Why does the metallicity of stars decrease with increasing galactocentric radius and height above the galactic plane?

Question

Metallicity decreases with the Galactocentric radius and height above the Galactic plane (Bergemann et al. 2014; Duong et al. 2018). https://www.aanda.org/articles/aa/abs/2014/05/aa23456-14/aa23456-14.html

Answer 1

There's a combination of things going on.

Stars form in the disk and bulge of the Galaxy where most of the gas gathers. A lot of the chemical enrichment, particularly of "alpha elements" - Mg, Si, S, Ne then happens promptly (within 10-20 million years) from exploding core collapse supernovae. In such short lives, the progenitor massive stars have not moved far from their birth places, so the gas just gets more enriched in situ.

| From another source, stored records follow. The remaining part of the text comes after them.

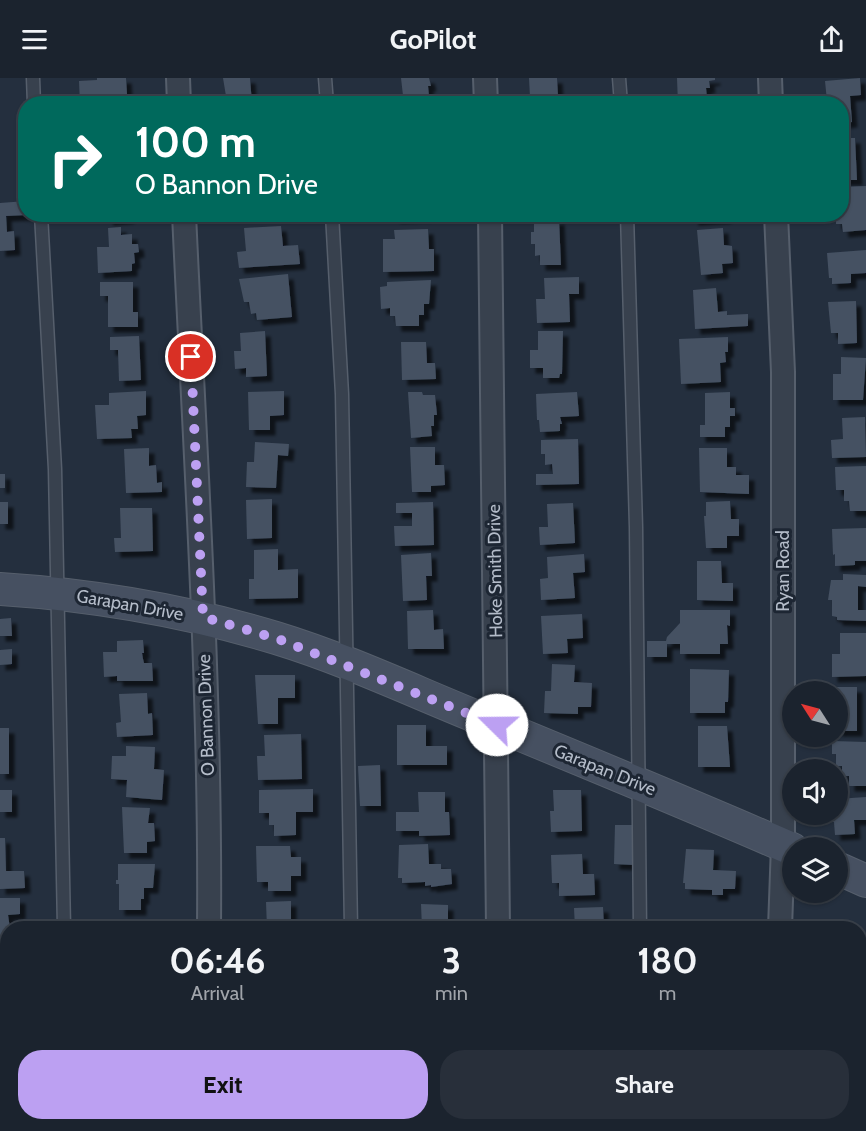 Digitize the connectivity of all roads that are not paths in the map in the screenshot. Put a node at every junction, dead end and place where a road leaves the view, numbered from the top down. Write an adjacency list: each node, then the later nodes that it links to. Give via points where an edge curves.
1 (33, 78): 7 (lane)
2 (178, 78): 8 (street)
3 (325, 78): 9 (lane)
4 (485, 78): 10 (street)
5 (619, 78): 11 (lane)
6 (770, 78): 12 (street)
7 (34, 96)
8 (179, 96)
9 (326, 96)
10 (486, 96)
11 (620, 96)
12 (771, 96)
13 (40, 222): 20 (lane, via 55,469)
14 (184, 222): 21 (street, O Bannon Drive)
15 (332, 222): 22 (lane, via 342,394)
16 (490, 222): 23 (street, Hoke Smith Drive)
17 (627, 222): 24 (lane)
18 (776, 222): 25 (street, Ryan Road, via 783,372)
19 (0, 589): 20 (street, Garapan Drive)
20 (57, 593): 21 (street, Garapan Drive); 30 (lane)
21 (203, 617): 22 (street, Garapan Drive); 31 (street, O Bannon Drive)
22 (346, 664): 23 (street, Garapan Drive); 32 (lane)
23 (497, 725): 24 (street, Garapan Drive); 33 (street, Hoke Smith Drive)
24 (639, 783): 26 (street, Garapan Drive); 34 (lane)
25 (788, 837)
26 (782, 844)
27 (848, 873): 28 (street)
28 (866, 881)
29 (782, 903): 35 (street, Ryan Road)
30 (64, 921)
31 (209, 921)
32 (351, 921)
33 (498, 921)
34 (640, 921)
35 (781, 921)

Iron-peak elements are formed mostly in type Ia supernovae. These exploding white dwarfs are older than the progenitors of core collapse supernovae and do migrate from their birth places. Nevertheless there is still some tendency for the enrichment to take place closer to the central bulge and Galactic plane and of course, gas that is above the Galactic plane tends to fall towards the Galactic plane in any case.

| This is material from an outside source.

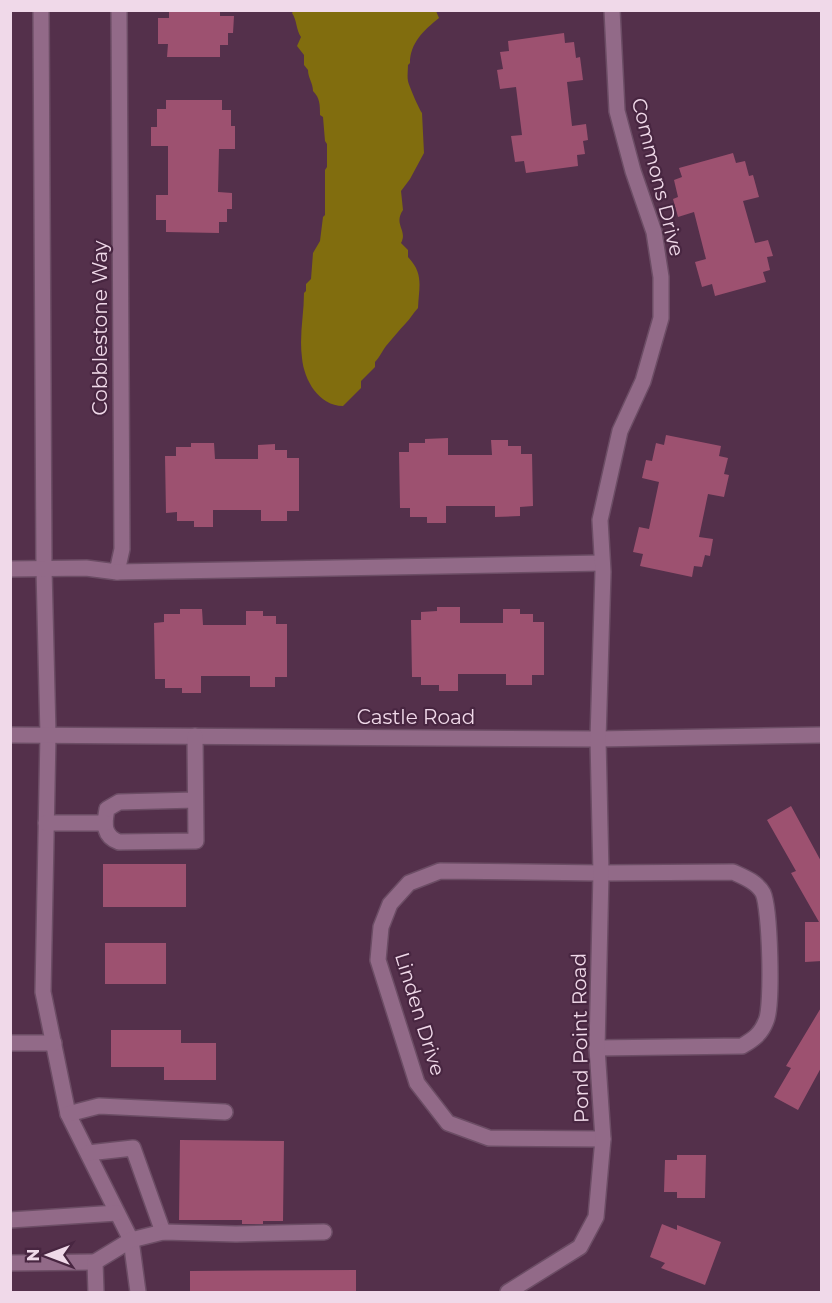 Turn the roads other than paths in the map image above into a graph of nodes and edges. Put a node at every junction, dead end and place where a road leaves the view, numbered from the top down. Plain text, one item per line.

Stars that are found above the Galactic plane tend to be older, because the vertical speeds of stars are gradually increased by various tidal interactions during their lives. If they are older stars then they were formed from gas that was less enriched.

Very old, very metal poor stars may have formed before the gas disk formed and these are now more evenly, even spherically, distributed compared with "population I" stars in the disk.

The decrease with radius is again because if there are fewer progenitor stars being born at larger radius (the rate of star birth and the stellar density decreases with increasing radius) then there is less enrichment of the interstellar medium at larger radii.